Si la SDPJ a une vocation essentiellement judiciaire et n'exerce qu'à titre accessoire une mission de prévention relevant de la police administrative, la commission admet, compte tenu des besoins opérationnels pour prévenir la criminalité et la délinquance organisées ainsi que le risque terroriste, que la faculté de recourir à la technique en cause lui soit également ouverte.
b) Sections de recherches de la gendarmerie nationale (SR) :
Le projet de décret soumis à l'avis de la CNCTR prévoit que les sections de recherches de la gendarmerie nationale pourraient être autorisées à recourir à la technique mentionnée à l'article L. 852-2 du code de la sécurité intérieure au titre des finalités mentionnées aux 4° et 6° de l'article L. 811-3 du même code.
La CNCTR émet un avis défavorable eu égard, d'une part, aux contraintes techniques, opérationnelles et financières qui caractérisent les interceptions de sécurité hertziennes et, d'autre part, au faible nombre de demandes qu'ont à ce jour présentées les SR de la gendarmerie nationale pour mettre en œuvre des techniques de renseignement complexes.
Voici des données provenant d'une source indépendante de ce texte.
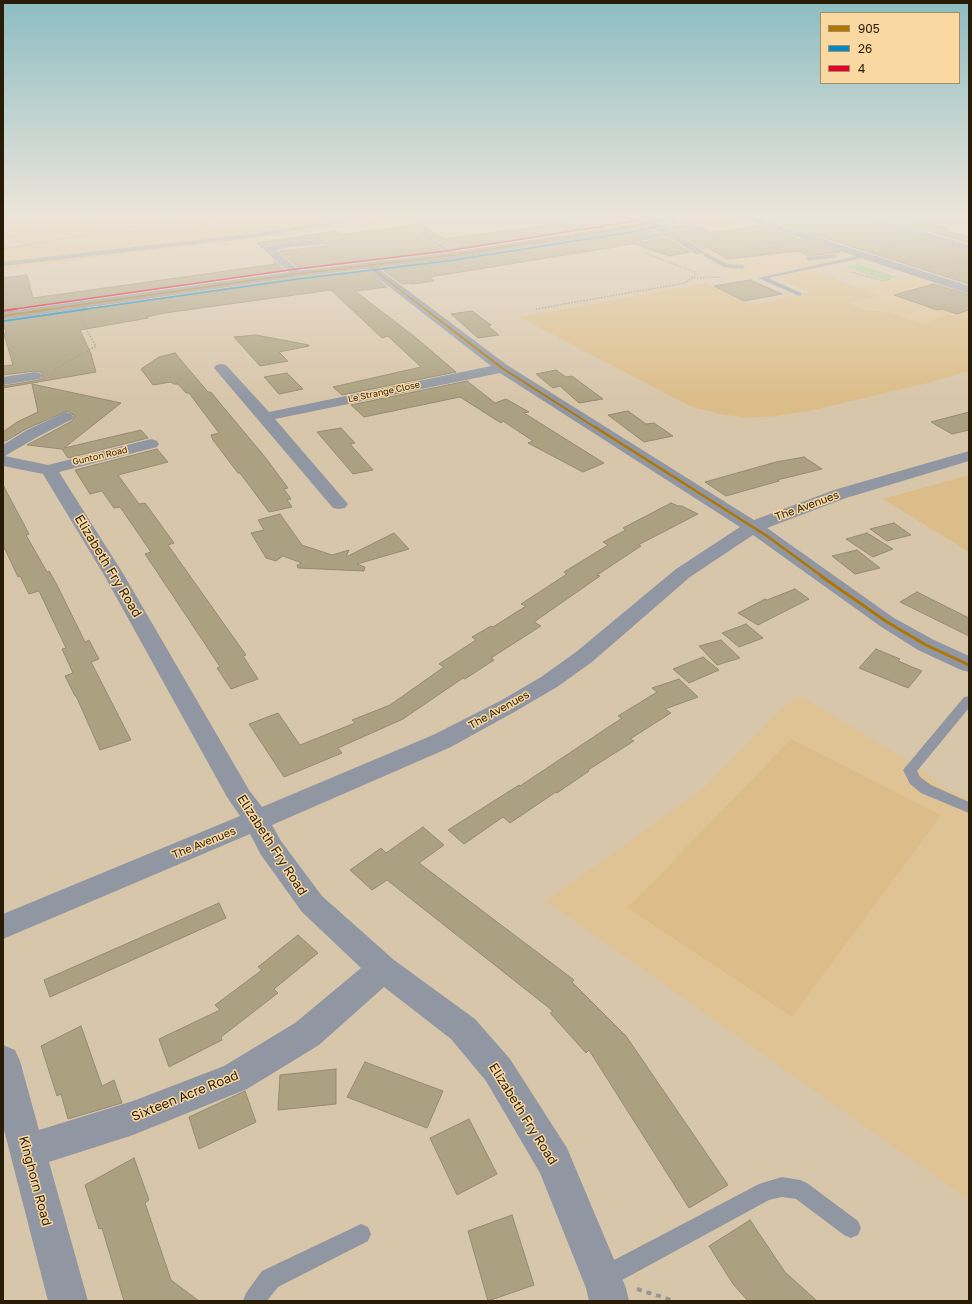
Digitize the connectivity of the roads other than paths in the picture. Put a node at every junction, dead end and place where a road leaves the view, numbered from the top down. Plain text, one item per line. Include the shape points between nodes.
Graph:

2.3. Services de la préfecture de police de Paris

Le projet de décret soumis à l'avis de la CNCTR prévoit que la sous-direction de la sécurité intérieure et celle du renseignement territorial, relevant toutes deux de la direction du renseignement de la préfecture de police (DRPP), pourraient être autorisées à recourir à la technique mentionnée à l'article L. 852-2 du code de la sécurité intérieure au titre des finalités prévues aux 4°, 5° et 6° de l'article L. 811-3 du même code.
La commission, compte tenu de la mission exclusive de renseignement assurée par ces services, n'émet pas d'objection à ce qu'ils puissent être autorisés à mettre en œuvre des interceptions de sécurité hertziennes, au besoin avec le concours de la direction générale de la sécurité intérieure, comme le prévoit le projet de décret.

2.4. Services placés sous l'autorité d'emploi du ministère de la défense

Le projet de décret soumis à l'avis de la CNCTR prévoit que les sections de recherches de la gendarmerie maritime, de la gendarmerie de l'air et de la gendarmerie de l'armement pourraient être autorisées à recourir à la technique mentionnée à l'article L. 852-2 du code de la sécurité intérieure au titre des finalités prévues aux 1°, 4° et 6° de l'article L. 811-3 du même code.
Destinées à protéger des bases de défense maritimes ou aériennes ainsi que des implantations de la direction générale de l'armement, ces sections de recherches spécialisées, placées pour emploi sous l'autorité du ministre de la défense, se distinguent des sections de recherche de droit commun de la gendarmerie. La CNCTR estime que les enjeux de sécurité nationale propres aux missions des sections de recherches spécialisées justifient de leur accorder la faculté de recourir à certaines techniques de renseignement.
La commission admet, dans ces conditions, que les sections de recherches de la gendarmerie maritime, de la gendarmerie de l'air et de la gendarmerie de l'armement puissent être autorisées à recourir aux interceptions de sécurité hertziennes.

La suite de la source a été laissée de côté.